Mas o verdadeiro desenvolvimento mede-se, sobretudo, pelo impacto na vida concreta das pessoas. Mede-se na possibilidade de um jovem conseguir ficar na sua ilha sem abdicar de sonhos. Mede-se na tranquilidade de uma família que encontra habitação a preços justos. Mede-se na segurança de quem trabalha e sente que o seu esforço é valorizado. Mede-se na proteção da nossa paisagem, que não é apenas postal ilustrado, mas herança coletiva.

Se o Carnaval nos lembra que podemos ser diferentes por um dia, a política deve lembrar-nos que podemos ser melhores todos os dias.

Podemos escolher um modelo de crescimento que respeite os limites do território. Podemos apostar numa economia que não dependa apenas de ciclos sazonais. Podemos investir na prevenção social, na saúde mental, na educação, na coesão entre gerações. Podemos cuidar dos animais, da natureza e das pessoas como parte do mesmo compromisso.

Não se trata de rejeitar o progresso, mas de lhe dar profundidade. Não se trata de travar a mudança, mas de orientá-la com visão. Não se trata de retirar brilho à festa, mas de garantir que a luz não ofusca aquilo que realmente importa.

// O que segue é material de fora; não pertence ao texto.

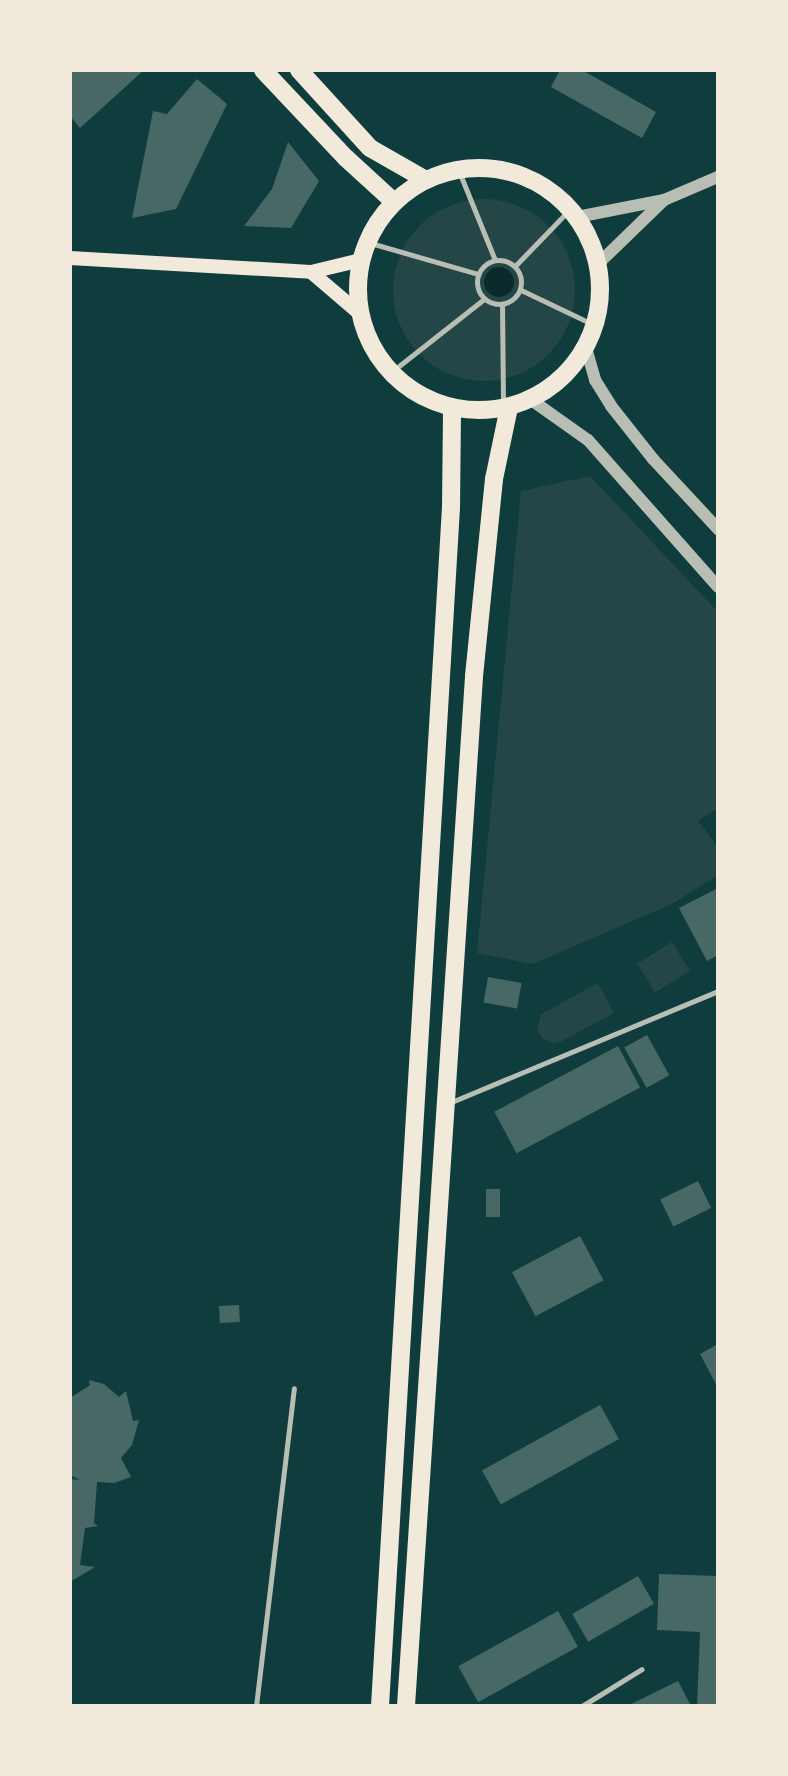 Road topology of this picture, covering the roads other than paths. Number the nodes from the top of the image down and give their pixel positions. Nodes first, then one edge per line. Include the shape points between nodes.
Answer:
1 (263, 70) edge
2 (299, 70) edge
3 (458, 169) junction
4 (718, 177) edge
5 (426, 180) junction
6 (664, 200) junction
7 (394, 202) junction
8 (574, 213) junction
9 (367, 242) junction
10 (70, 258) edge
11 (361, 260) junction
12 (495, 260) junction
13 (599, 263) junction
14 (515, 265) junction
15 (311, 272) junction
16 (478, 274) junction
17 (521, 290) junction
18 (484, 299) junction
19 (502, 304) junction
20 (359, 313) junction
21 (596, 326) junction
22 (586, 348) junction
23 (390, 373) junction
24 (530, 399) junction
25 (506, 407) junction
26 (452, 409) junction
27 (718, 529) edge
28 (718, 587) edge
29 (718, 991) edge
30 (444, 1105) junction
31 (294, 1388) dead end
32 (642, 1669) dead end
33 (256, 1706) edge
34 (380, 1706) edge
35 (406, 1706) edge
36 (582, 1706) edge

1 - 7 main road
2 - 5 main road via 370,148
3 - 5 main road
3 - 8 main road via 483,167 520,174 553,191
3 - 12 lane
4 - 6 street
5 - 7 main road
6 - 8 street
6 - 13 street
7 - 9 main road
8 - 13 main road via 588,233
8 - 14 lane
9 - 11 main road
9 - 16 lane
10 - 15 main road
11 - 15 main road
11 - 20 main road
12 - 14 lane
12 - 16 lane
13 - 21 main road
14 - 17 lane
15 - 20 main road
16 - 18 lane via 476,283
17 - 19 lane
17 - 21 lane
18 - 19 lane
18 - 23 lane
19 - 25 lane
20 - 23 main road via 366,336
21 - 22 main road
22 - 24 main road via 562,378
22 - 27 street via 595,380 611,406
23 - 26 main road via 411,390
24 - 25 main road
24 - 28 street via 589,440
25 - 26 main road
25 - 30 main road via 475,662
26 - 34 main road
29 - 30 lane
30 - 35 main road
31 - 33 lane
32 - 36 lane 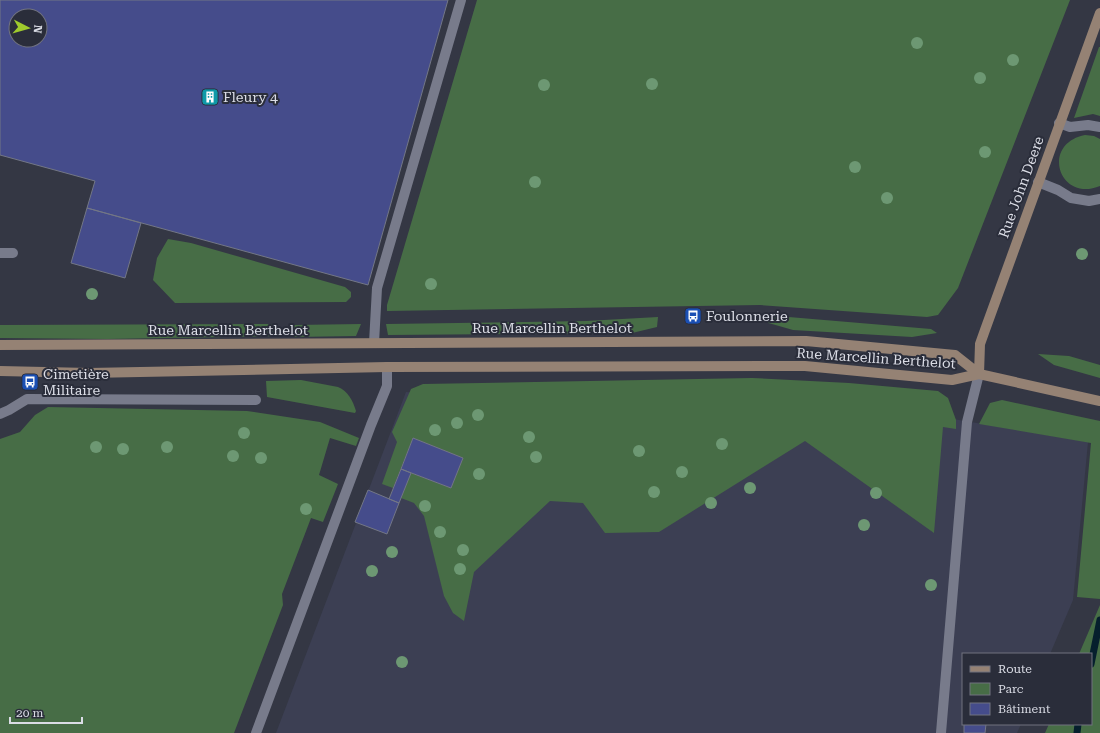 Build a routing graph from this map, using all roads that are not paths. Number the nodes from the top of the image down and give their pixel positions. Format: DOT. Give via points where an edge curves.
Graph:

Quando o desfile termina e as ruas regressam ao seu ritmo habitual, fica a cidade real. Ficam as casas onde a renda pesa todos os meses no orçamento familiar, os bairros onde se sentem as desigualdades, as escolas onde se revelam carências, os locais de trabalho onde muitos lutam por dignidade. Fica aquilo que não cabe nas fotografias nem nos discursos festivos, fica a vida concreta das pessoas.

Talvez a maior maturidade política seja esta: saber celebrar, mas também saber cuidar. Saber projetar, mas também saber proteger. Saber crescer, mas também saber incluir.

No Carnaval, a máscara é expressão. No quotidiano, a autenticidade é força. E é essa força, serena, consistente e comprometida que pode garantir que, depois da festa, continuamos a construir futuro. Bom Carnaval!